U.S. patent number 6,029,127 [Application Number 08/827,550] was granted by the patent office on 2000-02-22 for method and apparatus for compressing audio signals.
This patent grant is currently assigned to International Business Machines Corporation. Invention is credited to Jeffrey T. Delargy, Mark S. Kressin.
United States Patent |
6,029,127 |
Delargy , et al. |
February 22, 2000 |
Method and apparatus for compressing audio signals
Abstract
An audio data compression method improves over existing
standards because of its encoding strategy for silence. The method
analyzes the audio input to an encoder. If the audio is for an
analyzed time frame is silence, a single byte output is generated
by the encoder. If the next frame is silence, no output is
generated. When a receiver receives the compressed data, and
detects a one-byte silence signal, it can capture that signal and
repeat it to a decoder. When the compressed signal reaches the
decoder, it is decompressed into an analog signal.
Inventors: |
Delargy; Jeffrey T. (Austin,
TX), Kressin; Mark S. (Austin, TX) |
Assignee: |
International Business Machines
Corporation (Armonk, NY)
|
Family
ID: |
25249503 |
Appl.
No.: |
08/827,550 |
Filed: |
March 28, 1997 |
Current U.S.
Class: |
704/215; 704/210;
704/E19.006 |
Current CPC
Class: |
G10L
19/012 (20130101) |
Current International
Class: |
G10L
19/00 (20060101); G10L 009/00 () |
Field of
Search: |
;704/500,501,502,503,200,215,210,233,201,226 |
References Cited
[Referenced By]
U.S. Patent Documents
Primary Examiner: Dorvil; Richemond
Attorney, Agent or Firm: Schultz; George R. Akin, Gump, et
al. Emile; Volel
Claims
We claim:
1. A method of audio compression comprising the steps of:
(a) monitoring an audio input;
(b) characterizing said audio input as silence and non-silence;
and
(c) outputting a single representative frame for said silence until
non-silence is detected.
2. The method of claim 1 wherein the representative frame is a
single byte.
3. The method of claim 1 further comprising:
(d) outputting no data between output of the representative frame
and detection of non-silence.
4. The method of claim 1 wherein step (a) comprises:
(i) receiving an audio input at an encoder;
(ii) analyzing said input in a plurality of sequential time
frames.
5. The method of claim 4 wherein the step of analyzing comprises
analyzing 30 msec time frames of the audio input for the
silence.
6. The method of claim 1 wherein step (b) comprises comparing the
spectral characteristic of the analyzed audio input to a
predetermined spectral characteristic.
7. The method of claim 1 further comprising:
(d) receiving the single representative frame;
(e) repeating the single representative frame to a decoder.

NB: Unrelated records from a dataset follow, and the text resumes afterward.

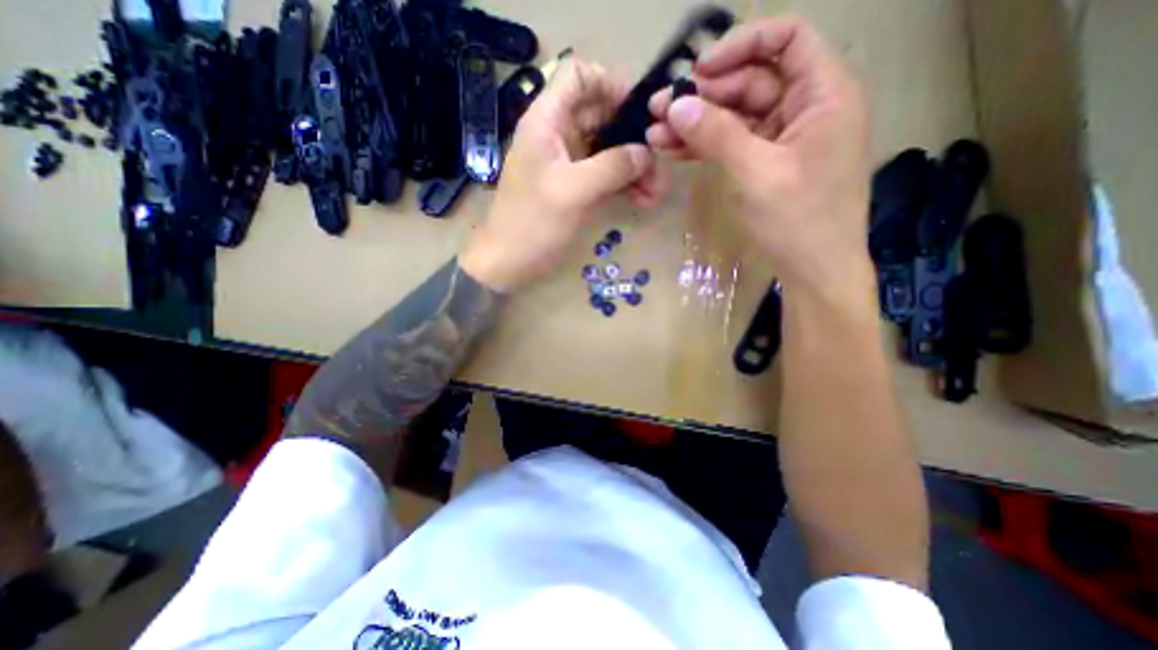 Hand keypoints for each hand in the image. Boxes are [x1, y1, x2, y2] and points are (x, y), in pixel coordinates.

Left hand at [461, 59, 660, 292]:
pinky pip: (605, 174)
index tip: (638, 111)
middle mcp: (558, 135)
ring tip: (657, 191)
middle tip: (659, 160)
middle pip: (602, 114)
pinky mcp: (575, 187)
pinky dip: (625, 183)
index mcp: (547, 121)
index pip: (578, 75)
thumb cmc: (532, 224)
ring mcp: (568, 163)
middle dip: (633, 135)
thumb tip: (645, 153)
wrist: (509, 263)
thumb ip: (611, 166)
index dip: (609, 84)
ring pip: (608, 148)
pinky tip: (645, 199)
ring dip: (634, 165)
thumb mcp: (572, 191)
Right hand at [648, 16, 874, 292]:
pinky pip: (733, 144)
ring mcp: (783, 139)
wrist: (814, 270)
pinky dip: (705, 146)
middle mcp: (805, 108)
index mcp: (823, 94)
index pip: (786, 40)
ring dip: (696, 124)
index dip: (740, 46)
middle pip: (751, 83)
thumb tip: (677, 105)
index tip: (698, 71)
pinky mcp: (766, 164)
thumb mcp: (754, 173)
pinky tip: (674, 149)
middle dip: (703, 96)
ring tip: (655, 132)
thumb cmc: (796, 220)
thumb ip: (716, 135)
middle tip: (659, 109)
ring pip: (735, 117)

8. The method of claim 7 further comprising:
(f) decoding the single representative frame.
9. The method of claim 8 further comprises:
(g) outputting the decoded output to a speaker.

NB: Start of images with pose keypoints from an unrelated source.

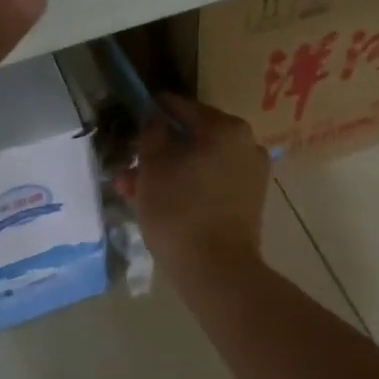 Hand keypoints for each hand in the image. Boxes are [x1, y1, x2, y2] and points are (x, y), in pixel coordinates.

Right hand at [114, 95, 270, 274]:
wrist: (217, 270)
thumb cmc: (179, 210)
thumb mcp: (153, 167)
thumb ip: (152, 133)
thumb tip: (155, 117)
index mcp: (225, 128)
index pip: (181, 107)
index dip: (152, 111)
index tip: (131, 119)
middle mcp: (246, 144)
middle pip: (192, 137)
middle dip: (158, 150)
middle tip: (128, 165)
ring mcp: (251, 174)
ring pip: (199, 163)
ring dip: (168, 171)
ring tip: (133, 190)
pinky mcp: (249, 201)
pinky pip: (212, 183)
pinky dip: (187, 187)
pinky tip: (158, 203) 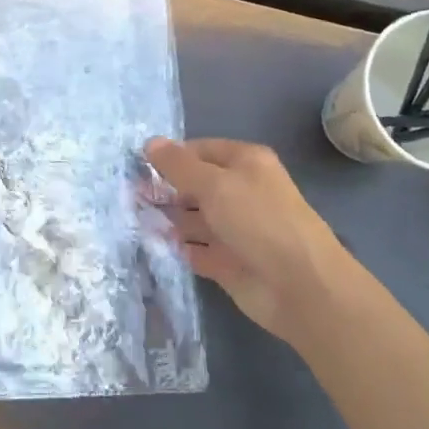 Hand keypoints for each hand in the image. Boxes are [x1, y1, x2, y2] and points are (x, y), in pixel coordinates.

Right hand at [146, 138, 357, 343]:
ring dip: (167, 218)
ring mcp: (234, 229)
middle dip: (164, 189)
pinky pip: (195, 249)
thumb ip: (179, 165)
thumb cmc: (258, 220)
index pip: (200, 151)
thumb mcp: (215, 184)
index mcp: (245, 163)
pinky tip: (151, 244)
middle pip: (195, 185)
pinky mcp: (227, 261)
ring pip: (192, 218)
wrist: (300, 286)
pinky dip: (176, 247)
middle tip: (128, 195)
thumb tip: (150, 142)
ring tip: (133, 218)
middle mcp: (239, 192)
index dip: (171, 157)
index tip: (137, 166) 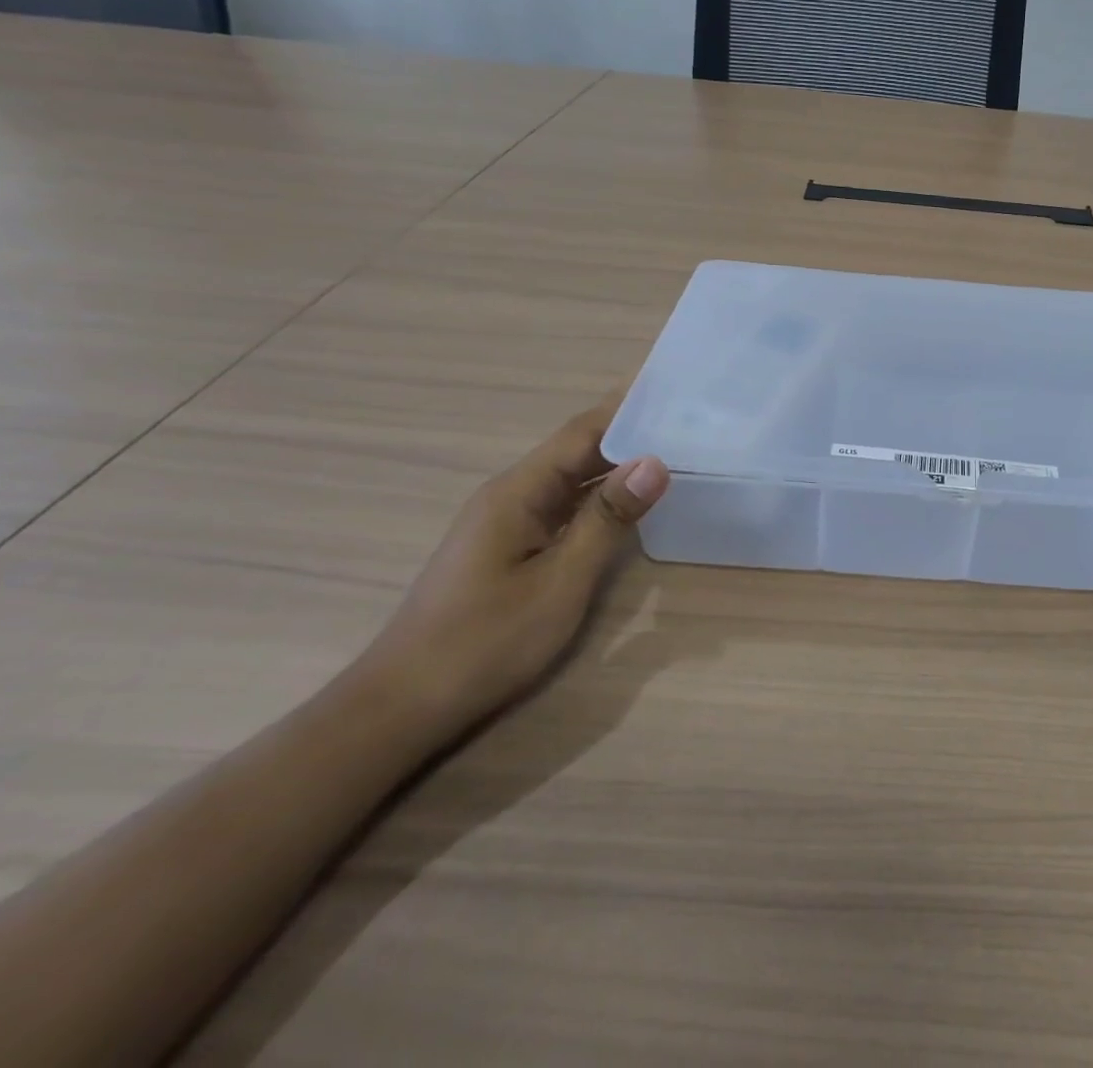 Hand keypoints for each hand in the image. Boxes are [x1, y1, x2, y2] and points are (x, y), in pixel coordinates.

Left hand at [361, 398, 668, 737]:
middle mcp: (512, 495)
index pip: (582, 431)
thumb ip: (608, 519)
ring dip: (618, 463)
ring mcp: (510, 522)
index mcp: (519, 491)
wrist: (403, 705)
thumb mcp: (560, 582)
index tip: (673, 387)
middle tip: (689, 420)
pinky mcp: (512, 547)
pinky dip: (602, 497)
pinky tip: (633, 502)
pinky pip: (566, 506)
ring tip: (674, 450)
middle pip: (578, 448)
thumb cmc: (485, 642)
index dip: (627, 406)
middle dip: (631, 431)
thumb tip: (656, 461)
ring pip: (573, 478)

10. The method of claim 8 further comprises:
(g) outputting the decoded output to a speaker.
11. A method of encoding a silence in an audio compression scheme
comprising:
(a) analyzing a time frame of audio input;
(b) comparing the spectral characteristics of the analyzed input to
a predetermined spectral characteristic;
(c) classifying said time frame as silence and non-silence; and
(d) encoding said silence with a single byte output until
non-silence is detected.
12. The method of claim 10 wherein step (d) comprises:
(i) encoding a first time frame of silence with a four byte
output;
(ii) encoding a second time frame of silence with a one byte
output; and
(iii) encoding a third time frame of silence with no data
output.
13. The method of claim 10 further comprises:
(e) receiving the one byte output;
(f) repeating the one byte output to a decoder.

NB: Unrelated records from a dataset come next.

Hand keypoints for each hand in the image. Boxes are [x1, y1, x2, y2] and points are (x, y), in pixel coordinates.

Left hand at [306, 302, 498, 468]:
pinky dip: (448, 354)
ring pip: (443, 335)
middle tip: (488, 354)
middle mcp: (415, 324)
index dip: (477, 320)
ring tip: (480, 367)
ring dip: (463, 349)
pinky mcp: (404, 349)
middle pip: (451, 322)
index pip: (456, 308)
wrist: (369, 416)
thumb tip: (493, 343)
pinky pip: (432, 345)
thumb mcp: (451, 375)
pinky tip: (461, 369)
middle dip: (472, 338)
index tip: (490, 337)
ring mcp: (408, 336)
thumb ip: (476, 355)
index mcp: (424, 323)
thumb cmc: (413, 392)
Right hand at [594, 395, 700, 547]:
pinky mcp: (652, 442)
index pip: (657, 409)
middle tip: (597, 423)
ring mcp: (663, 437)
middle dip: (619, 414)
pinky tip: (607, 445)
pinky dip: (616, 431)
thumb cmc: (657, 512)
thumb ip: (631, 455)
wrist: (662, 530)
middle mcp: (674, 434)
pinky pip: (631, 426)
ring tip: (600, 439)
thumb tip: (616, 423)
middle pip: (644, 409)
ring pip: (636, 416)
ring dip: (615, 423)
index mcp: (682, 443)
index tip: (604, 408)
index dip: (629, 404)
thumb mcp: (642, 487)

14. The method of claim 12 further comprises:
(g) decoding the received output.
15. An encoder for audio compression comprising:
(a) a detector for an audio input;
(b) means for characterizing said audio input as silence and
non-silence; and
(c) means for outputting a single representative frame for said
silence.
16. The encoder of claim 15 wherein the representative frame is one
byte.
17. the encoder of claim 15 further comprises:
(d) means for outputting no data between output of the
representative frame and detection of non-silence.
Description
FIELD OF THE INVENTION
This invention relates to a method of reducing the amount of
digital information needed to convey a silence signal in an audio
compression scheme.
BACKGROUND OF THE INVENTION
Compression of digital data is essential to improve the capacity of
digital transmission systems. Voice data presents particular
challenges. When the speaker pauses, the silence between words is
often encoded in the same way as active speech. This produces
repetitive output which wastes available transmission bandwidth.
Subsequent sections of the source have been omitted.